The Perfect Cake For One (Or Two)
This recipe is dangerous. With a capital “D.”
Because it allows you to make a cake in about 2 minutes.
Just imagine being able to indulge in a warm, tender cake anytime you feel like it. And an individual one at that, which you don’t have to share — well, unless you’re feeling exceedingly generous.
What’s more, “Chocolate Mug Cake” is gluten-free and paleo.
The recipe comes from paleo pro Michelle Tam, whose newest cookbook, “Nom Nom Paleo: Let’s Go!” (Andrews McMeel), of which I received a review copy, just hit the shelves.
If you’re familiar with Tam, the former Stanford Hospital pharmacist who has taken the paleo universe by storm, you know that it takes her and her husband Henry Fong about five years to write each of their cookbooks. That’s because they do it all — the recipes, design, photography, and whimsical illustrations. So, when one drops, it’s definitely a reason to rejoice.
The newest cookbook is all about the recipes she makes regularly for her family. All of them are fully illustrated with step-by-step photos, making it easy for any adult or even child sous chef in-training to tackle.
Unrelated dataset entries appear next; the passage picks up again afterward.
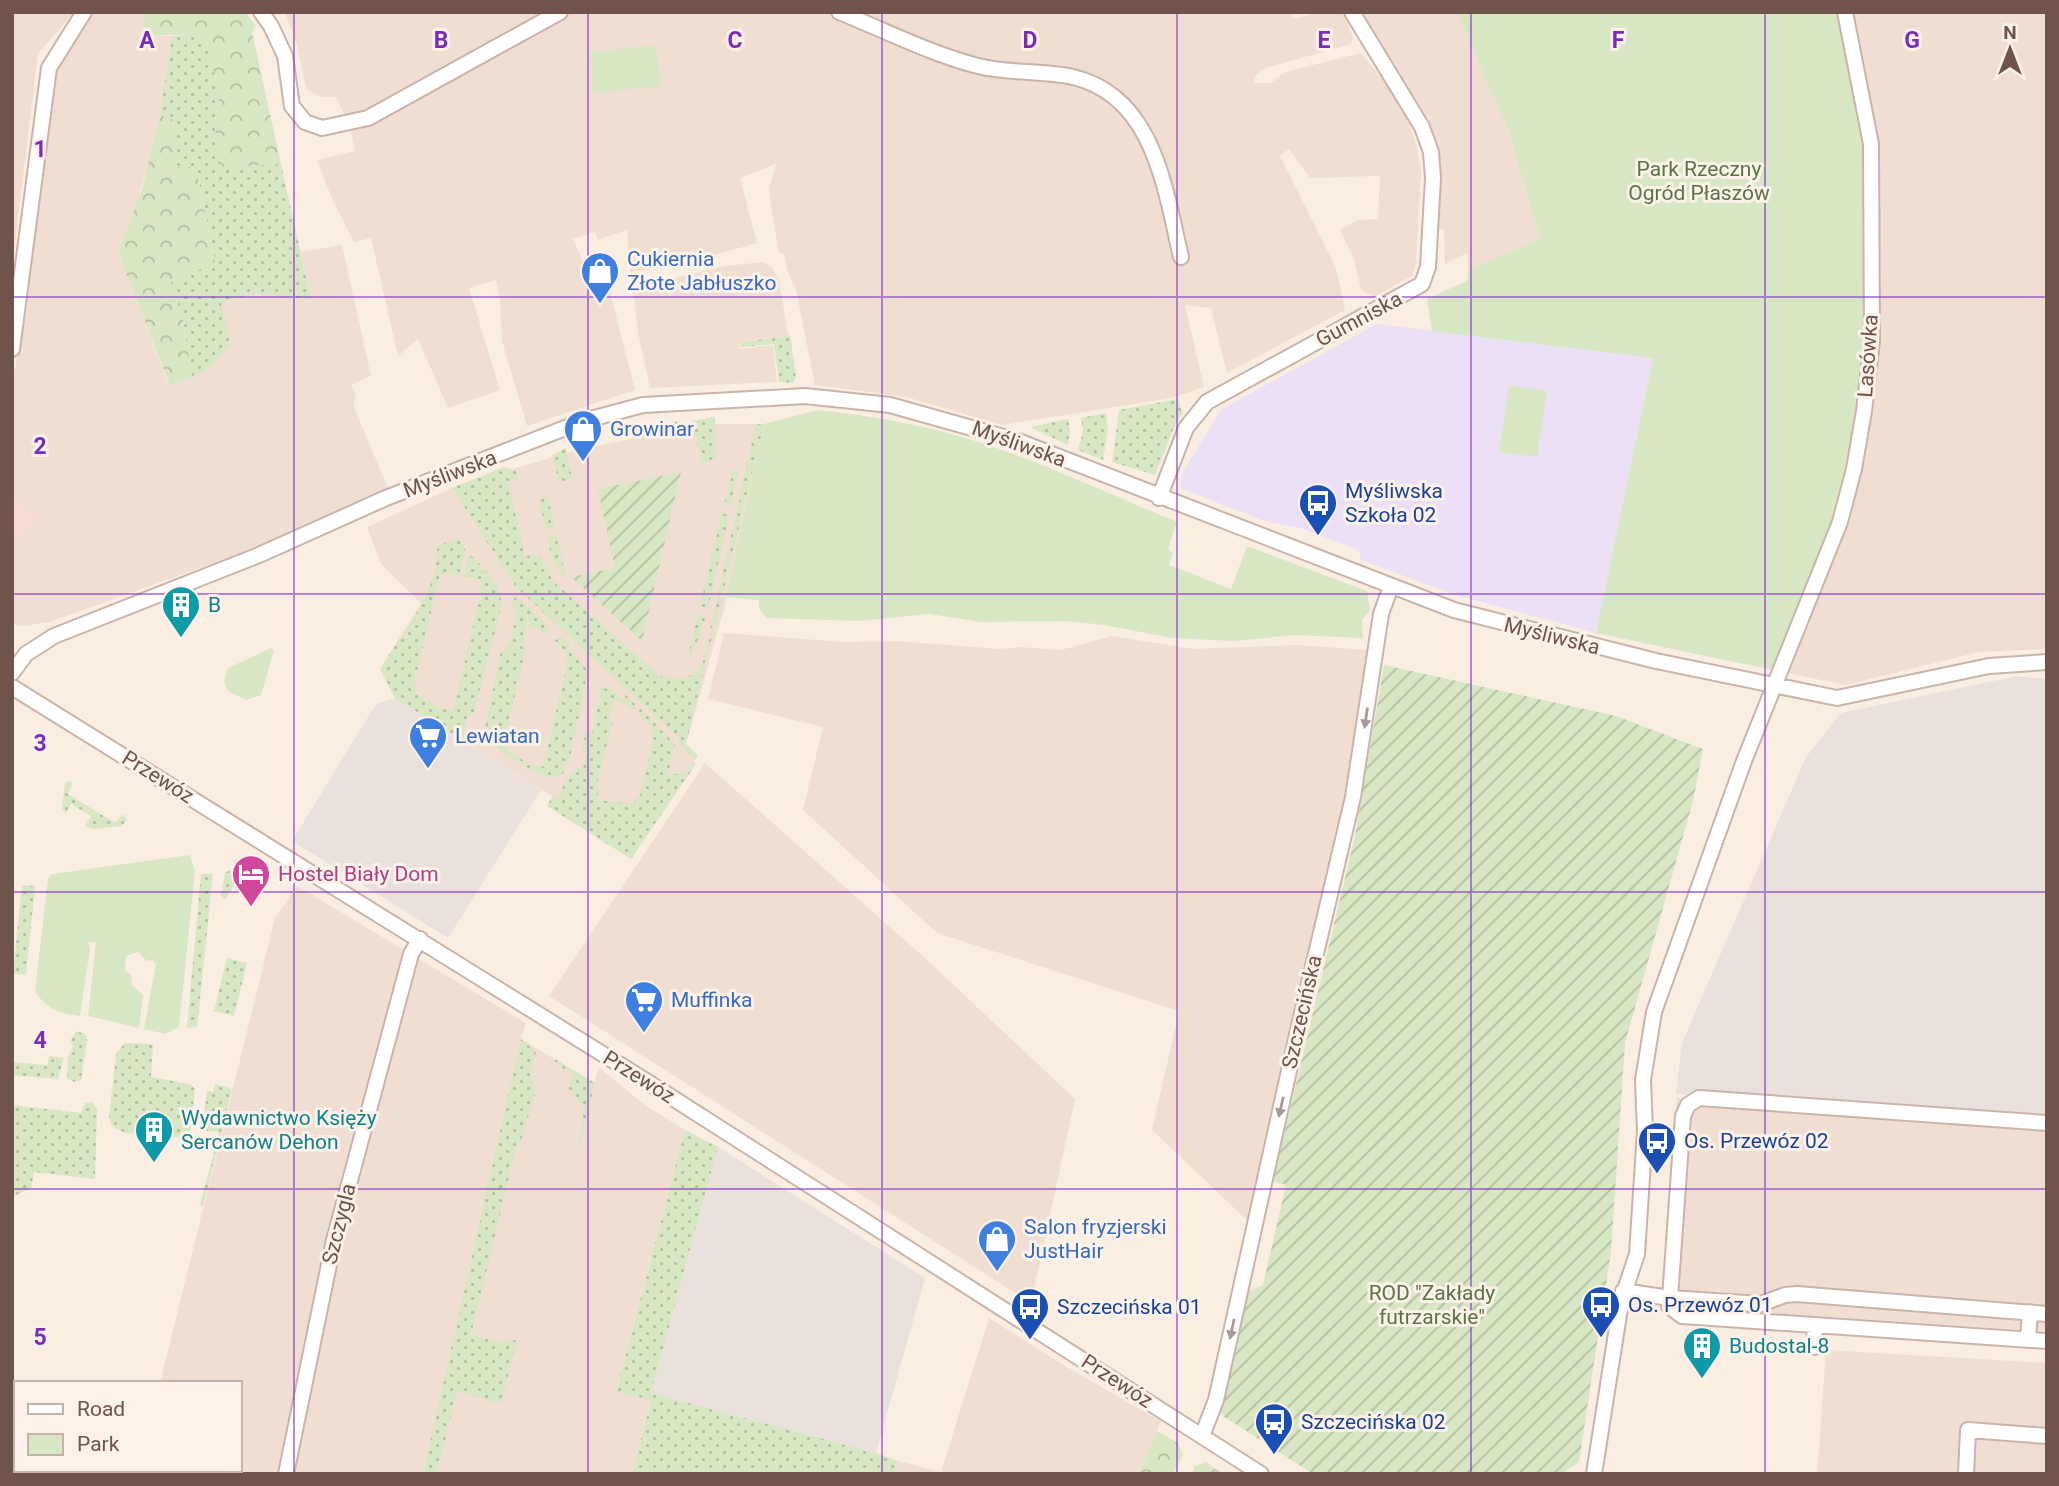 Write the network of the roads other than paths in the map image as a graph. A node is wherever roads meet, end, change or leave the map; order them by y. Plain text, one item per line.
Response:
1 (84, 12) edge
2 (261, 12) edge
3 (560, 12) edge
4 (839, 12) edge
5 (1352, 12) edge
6 (1845, 12) edge
7 (1181, 257) dead end
8 (12, 349) edge
9 (1159, 498) junction
10 (1391, 586) junction
11 (2047, 662) edge
12 (12, 673) edge
13 (1773, 685) junction
14 (12, 687) edge
15 (420, 939) junction
16 (2047, 1123) edge
17 (1623, 1291) junction
18 (1670, 1298) junction
19 (2030, 1312) junction
20 (2047, 1314) edge
21 (1815, 1325) junction
22 (2028, 1340) junction
23 (2047, 1341) edge
24 (1814, 1347) dead end
25 (1202, 1436) junction
26 (2047, 1436) edge
27 (286, 1474) edge
28 (1261, 1474) edge
29 (1594, 1474) edge
30 (1966, 1474) edge

1 - 8 street
2 - 3 street
4 - 7 street
5 - 9 street, Gumniska
6 - 13 street, Lasówka
9 - 10 street, Myśliwska
9 - 12 street, Myśliwska
10 - 13 street, Myśliwska
10 -> 25 street, Szczecińska
11 - 13 street, Myśliwska
13 - 17 street, Lasówka
14 - 15 street, Przewóz
15 - 25 street, Przewóz
15 - 27 street, Szczygla
16 - 18 street
17 - 18 street
17 - 29 street, Lasówka
18 - 19 street
18 - 21 street
19 - 20 street
19 - 22 street
21 - 22 street
21 - 24 street
22 - 23 street
25 - 28 street, Przewóz
26 - 30 street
Among the delights in this hefty book are “Sunday Night Lasagna” (with yellow squash slices standing in for noodles), “Hash Brown Fish,” “Instant Pot Duck Carnitas,” and “Hong Kong Egg Tarts” (with cassava and tapioca flours in the crust).
The mug cake takes only a handful of ingredients, including almond flour, cocoa powder, maple syrup, one egg, a splash of vanilla extract, and a pinch of baking soda.
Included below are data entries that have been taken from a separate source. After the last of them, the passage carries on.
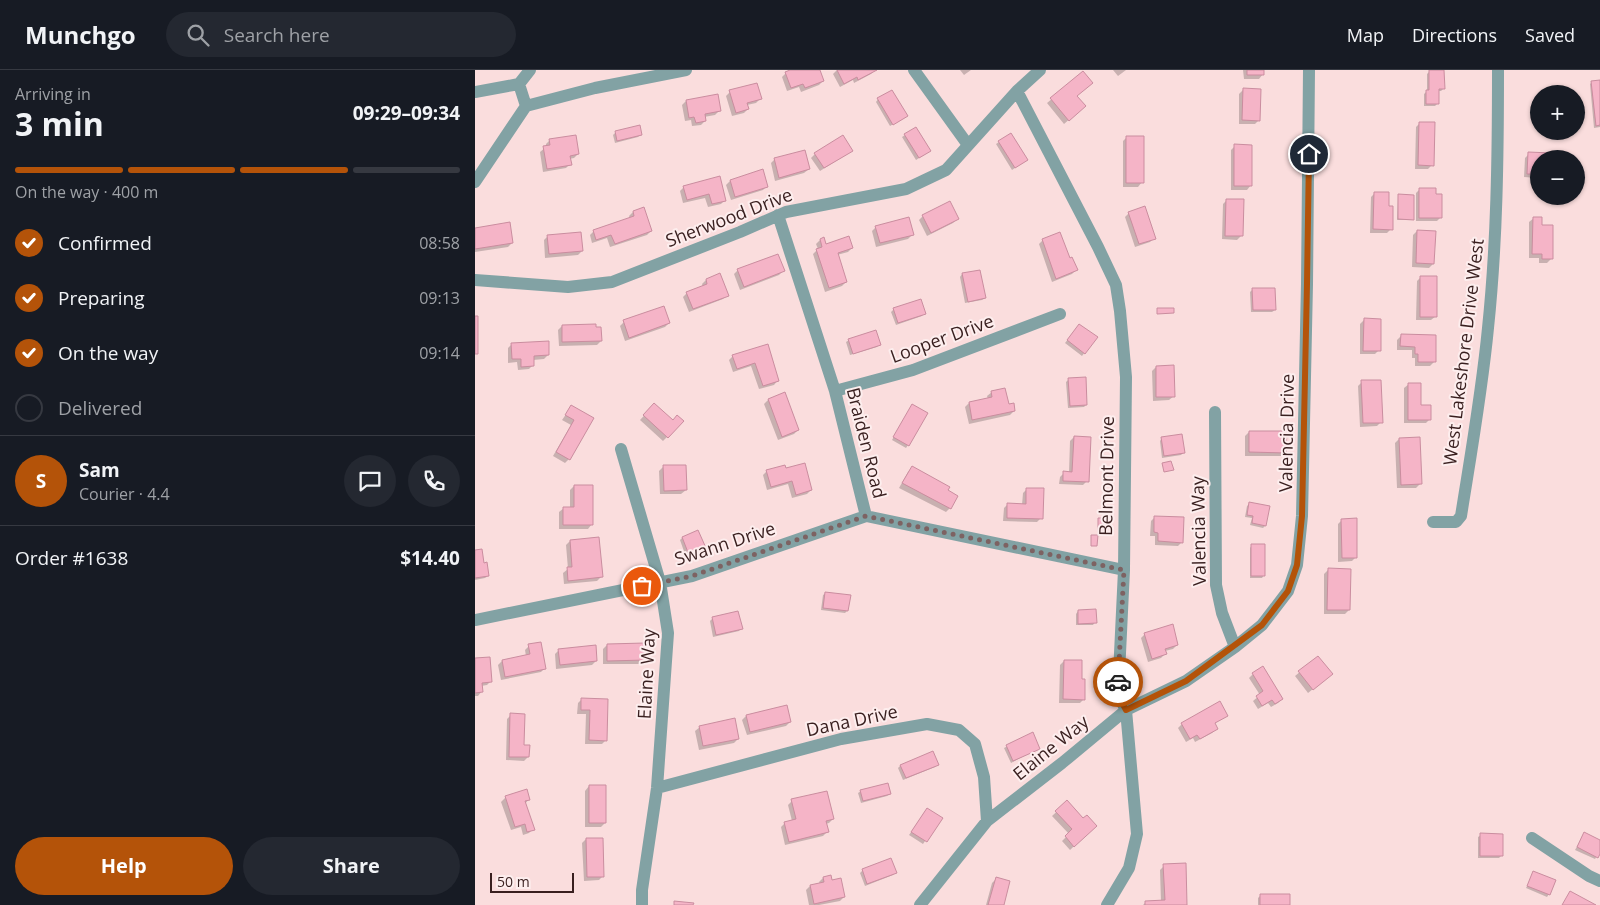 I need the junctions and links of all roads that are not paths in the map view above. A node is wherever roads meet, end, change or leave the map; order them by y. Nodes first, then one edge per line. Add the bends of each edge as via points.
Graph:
1 (530, 70) edge
2 (686, 70) edge
3 (914, 70) edge
4 (1040, 70) edge
5 (1309, 70) edge
6 (1498, 70) edge
7 (519, 84) junction
8 (1017, 91) junction
9 (475, 92) edge
10 (526, 106) junction
11 (969, 145) junction
12 (475, 182) edge
13 (778, 215) junction
14 (475, 280) edge
15 (1060, 314) dead end
16 (835, 391) junction
17 (1215, 412) dead end
18 (621, 449) dead end
19 (866, 516) junction
20 (1433, 522) dead end
21 (1124, 570) junction
22 (660, 582) junction
23 (475, 620) edge
24 (1235, 647) junction
25 (1126, 710) junction
26 (657, 788) junction
27 (987, 821) junction
28 (1532, 838) dead end
29 (1600, 881) edge
30 (642, 905) edge
31 (920, 905) edge
32 (1107, 905) edge

1 - 7 street
2 - 10 street
3 - 11 street
4 - 8 street, Sherwood Drive
5 - 24 street, Valencia Drive via 1303,497 1297,565 1288,591 1262,625
6 - 20 street, West Lakeshore Drive West via 1496,235 1488,329 1472,449 1461,516 1455,522
7 - 9 street
7 - 10 street
8 - 11 street, Sherwood Drive
8 - 21 street, Belmont Drive via 1116,286 1126,377
10 - 12 street
11 - 13 street, Sherwood Drive via 945,170 906,189
13 - 14 street, Sherwood Drive via 612,282 568,287
13 - 16 street, Braiden Road
15 - 16 street, Looper Drive via 913,370
16 - 19 street, Braiden Road
17 - 24 street, Valencia Way via 1216,585 1222,614
18 - 22 street, Elaine Way
19 - 21 street, Braiden Road
19 - 22 street, Swann Drive via 692,576
21 - 25 street, Belmont Drive via 1118,695
22 - 23 street, Swann Drive
22 - 26 street, Elaine Way via 669,633
24 - 25 street, Valencia Drive via 1186,681
25 - 27 street, Elaine Way
25 - 32 street, Belmont Drive via 1137,834 1129,868
26 - 27 street, Dana Drive via 841,739 927,724 959,730 975,744 983,777
26 - 30 street, Elaine Way
27 - 31 street, Elaine Way
28 - 29 street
Mix everything up, pour into a mug and microwave. The batter will rise, then fall a little, and the resulting cake ready to devour in 1 to 2 minutes, depending on your microwave. (Mine took about 1 minute and 40 seconds.)
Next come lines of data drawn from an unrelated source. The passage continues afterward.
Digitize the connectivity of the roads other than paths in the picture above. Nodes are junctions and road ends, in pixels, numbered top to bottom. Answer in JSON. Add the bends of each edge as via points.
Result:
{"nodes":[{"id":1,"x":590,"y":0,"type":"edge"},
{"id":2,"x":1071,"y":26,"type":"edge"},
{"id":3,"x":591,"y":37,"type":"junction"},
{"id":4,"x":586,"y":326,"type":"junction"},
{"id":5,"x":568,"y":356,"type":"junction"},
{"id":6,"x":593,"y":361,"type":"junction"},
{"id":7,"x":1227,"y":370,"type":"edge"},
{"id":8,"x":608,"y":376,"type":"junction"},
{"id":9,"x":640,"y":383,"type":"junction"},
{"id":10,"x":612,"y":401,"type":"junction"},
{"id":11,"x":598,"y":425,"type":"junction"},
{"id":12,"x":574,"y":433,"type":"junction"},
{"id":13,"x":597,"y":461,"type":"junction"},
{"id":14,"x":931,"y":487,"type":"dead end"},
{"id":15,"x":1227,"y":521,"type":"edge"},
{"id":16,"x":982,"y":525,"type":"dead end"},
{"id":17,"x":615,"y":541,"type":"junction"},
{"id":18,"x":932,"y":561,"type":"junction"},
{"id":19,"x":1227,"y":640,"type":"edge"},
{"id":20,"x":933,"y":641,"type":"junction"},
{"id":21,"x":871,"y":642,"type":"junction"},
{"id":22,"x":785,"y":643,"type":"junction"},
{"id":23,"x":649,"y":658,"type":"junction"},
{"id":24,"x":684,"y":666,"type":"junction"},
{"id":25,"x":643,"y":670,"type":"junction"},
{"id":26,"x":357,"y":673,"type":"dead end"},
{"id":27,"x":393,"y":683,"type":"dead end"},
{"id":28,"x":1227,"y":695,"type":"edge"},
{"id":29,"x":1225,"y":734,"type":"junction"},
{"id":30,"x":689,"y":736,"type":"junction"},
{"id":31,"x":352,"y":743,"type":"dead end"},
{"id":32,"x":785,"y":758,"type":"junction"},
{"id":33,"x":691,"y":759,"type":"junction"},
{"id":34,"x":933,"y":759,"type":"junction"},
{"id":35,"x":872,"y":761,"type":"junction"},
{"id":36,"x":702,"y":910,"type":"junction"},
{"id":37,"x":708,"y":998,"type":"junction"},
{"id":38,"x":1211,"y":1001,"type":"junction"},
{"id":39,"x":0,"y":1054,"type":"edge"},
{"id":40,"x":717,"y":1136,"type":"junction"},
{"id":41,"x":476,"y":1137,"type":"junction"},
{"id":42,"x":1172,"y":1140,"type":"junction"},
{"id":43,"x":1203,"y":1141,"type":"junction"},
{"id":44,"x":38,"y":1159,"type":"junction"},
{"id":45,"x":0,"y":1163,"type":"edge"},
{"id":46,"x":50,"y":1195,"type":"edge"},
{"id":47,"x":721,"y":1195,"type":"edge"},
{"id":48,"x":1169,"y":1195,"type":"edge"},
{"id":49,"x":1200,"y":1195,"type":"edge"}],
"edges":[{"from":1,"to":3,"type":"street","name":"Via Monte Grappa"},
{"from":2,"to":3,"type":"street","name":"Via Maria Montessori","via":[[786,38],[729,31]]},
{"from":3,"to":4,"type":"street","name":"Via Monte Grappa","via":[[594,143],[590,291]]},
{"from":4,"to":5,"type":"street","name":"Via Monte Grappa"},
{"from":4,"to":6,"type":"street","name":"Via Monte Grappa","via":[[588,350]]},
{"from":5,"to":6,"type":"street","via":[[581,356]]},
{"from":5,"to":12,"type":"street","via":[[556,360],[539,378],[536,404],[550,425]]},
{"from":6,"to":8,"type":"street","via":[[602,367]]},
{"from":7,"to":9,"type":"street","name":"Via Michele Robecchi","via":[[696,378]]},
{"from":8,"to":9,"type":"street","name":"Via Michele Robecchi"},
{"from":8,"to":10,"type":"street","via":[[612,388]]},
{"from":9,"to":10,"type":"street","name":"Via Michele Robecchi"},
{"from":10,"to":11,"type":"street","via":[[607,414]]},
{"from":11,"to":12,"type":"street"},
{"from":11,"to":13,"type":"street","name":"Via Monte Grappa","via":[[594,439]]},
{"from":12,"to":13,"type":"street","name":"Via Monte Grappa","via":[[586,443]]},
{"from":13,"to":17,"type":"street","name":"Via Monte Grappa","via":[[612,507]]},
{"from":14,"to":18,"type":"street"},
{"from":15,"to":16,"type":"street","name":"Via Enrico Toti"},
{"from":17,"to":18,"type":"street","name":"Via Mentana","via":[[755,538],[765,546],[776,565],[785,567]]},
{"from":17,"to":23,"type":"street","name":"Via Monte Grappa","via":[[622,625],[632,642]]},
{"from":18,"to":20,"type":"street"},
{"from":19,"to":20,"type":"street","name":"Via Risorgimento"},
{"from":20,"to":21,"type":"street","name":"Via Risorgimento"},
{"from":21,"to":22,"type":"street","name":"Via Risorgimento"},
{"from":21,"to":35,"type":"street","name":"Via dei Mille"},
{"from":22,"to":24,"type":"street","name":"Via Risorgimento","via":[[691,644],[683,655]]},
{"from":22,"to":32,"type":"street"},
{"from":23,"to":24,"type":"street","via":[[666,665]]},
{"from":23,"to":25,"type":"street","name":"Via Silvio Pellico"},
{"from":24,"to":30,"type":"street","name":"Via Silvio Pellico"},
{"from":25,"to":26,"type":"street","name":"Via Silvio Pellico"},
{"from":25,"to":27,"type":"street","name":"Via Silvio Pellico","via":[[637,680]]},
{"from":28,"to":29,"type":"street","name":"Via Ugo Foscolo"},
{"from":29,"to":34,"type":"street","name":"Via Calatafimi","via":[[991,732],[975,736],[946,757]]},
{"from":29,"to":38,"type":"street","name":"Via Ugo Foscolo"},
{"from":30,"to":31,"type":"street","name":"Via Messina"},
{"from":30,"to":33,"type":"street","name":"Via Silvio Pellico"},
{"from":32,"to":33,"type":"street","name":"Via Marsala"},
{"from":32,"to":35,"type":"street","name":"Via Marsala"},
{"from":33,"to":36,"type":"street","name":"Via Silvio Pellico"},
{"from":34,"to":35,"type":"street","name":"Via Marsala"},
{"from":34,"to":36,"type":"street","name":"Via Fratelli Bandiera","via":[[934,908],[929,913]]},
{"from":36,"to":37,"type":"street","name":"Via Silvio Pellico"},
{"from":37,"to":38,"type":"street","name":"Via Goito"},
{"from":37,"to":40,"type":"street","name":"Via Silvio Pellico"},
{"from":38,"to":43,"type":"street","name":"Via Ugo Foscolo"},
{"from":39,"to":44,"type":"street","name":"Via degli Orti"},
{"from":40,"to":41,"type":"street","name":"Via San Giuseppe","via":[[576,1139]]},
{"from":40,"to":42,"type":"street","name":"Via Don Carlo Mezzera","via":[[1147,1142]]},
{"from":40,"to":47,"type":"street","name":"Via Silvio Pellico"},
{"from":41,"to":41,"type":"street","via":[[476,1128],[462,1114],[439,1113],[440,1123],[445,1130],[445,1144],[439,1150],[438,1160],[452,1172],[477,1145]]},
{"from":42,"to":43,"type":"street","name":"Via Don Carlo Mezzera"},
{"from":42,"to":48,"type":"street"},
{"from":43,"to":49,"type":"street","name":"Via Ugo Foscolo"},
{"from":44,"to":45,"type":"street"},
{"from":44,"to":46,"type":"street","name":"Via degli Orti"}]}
You can use either a 6-ounce or an 8-ounce mug. The former will give you a cake that puffs up over the top of the mug, giving a more dramatic look. However, the cake may not bake up perfectly ramrod straight, so don’t be surprised if it comes out a little tilted, as mine did. The latter will give rise to a cake that barely peeks above the rim of the mug. I even tried microwaving the cake in a small bowl, and it worked just fine, offering up yet another presentation option.
The chocolate mug cake is none too sweet, with a homey chocolate taste. The texture is akin to a Chinese steamed cake — moist, spongy, tender, and fluffy.
Tam also provides a couple variations, which I also made. The pumpkin mug cake is ideal when you bake other recipes that call for canned pumpkin puree but end up with leftovers. It calls for only 1 tablespoon of pumpkin puree, so the mug cake doesn’t necessarily end up tasting intensely of the autumn squash. But because it also gets flavored with a dash of pumpkin spice mix, it will surely satisfy any pumpkin spice lover. The pumpkin puree also makes this mug cake the moistest of the variations I tried.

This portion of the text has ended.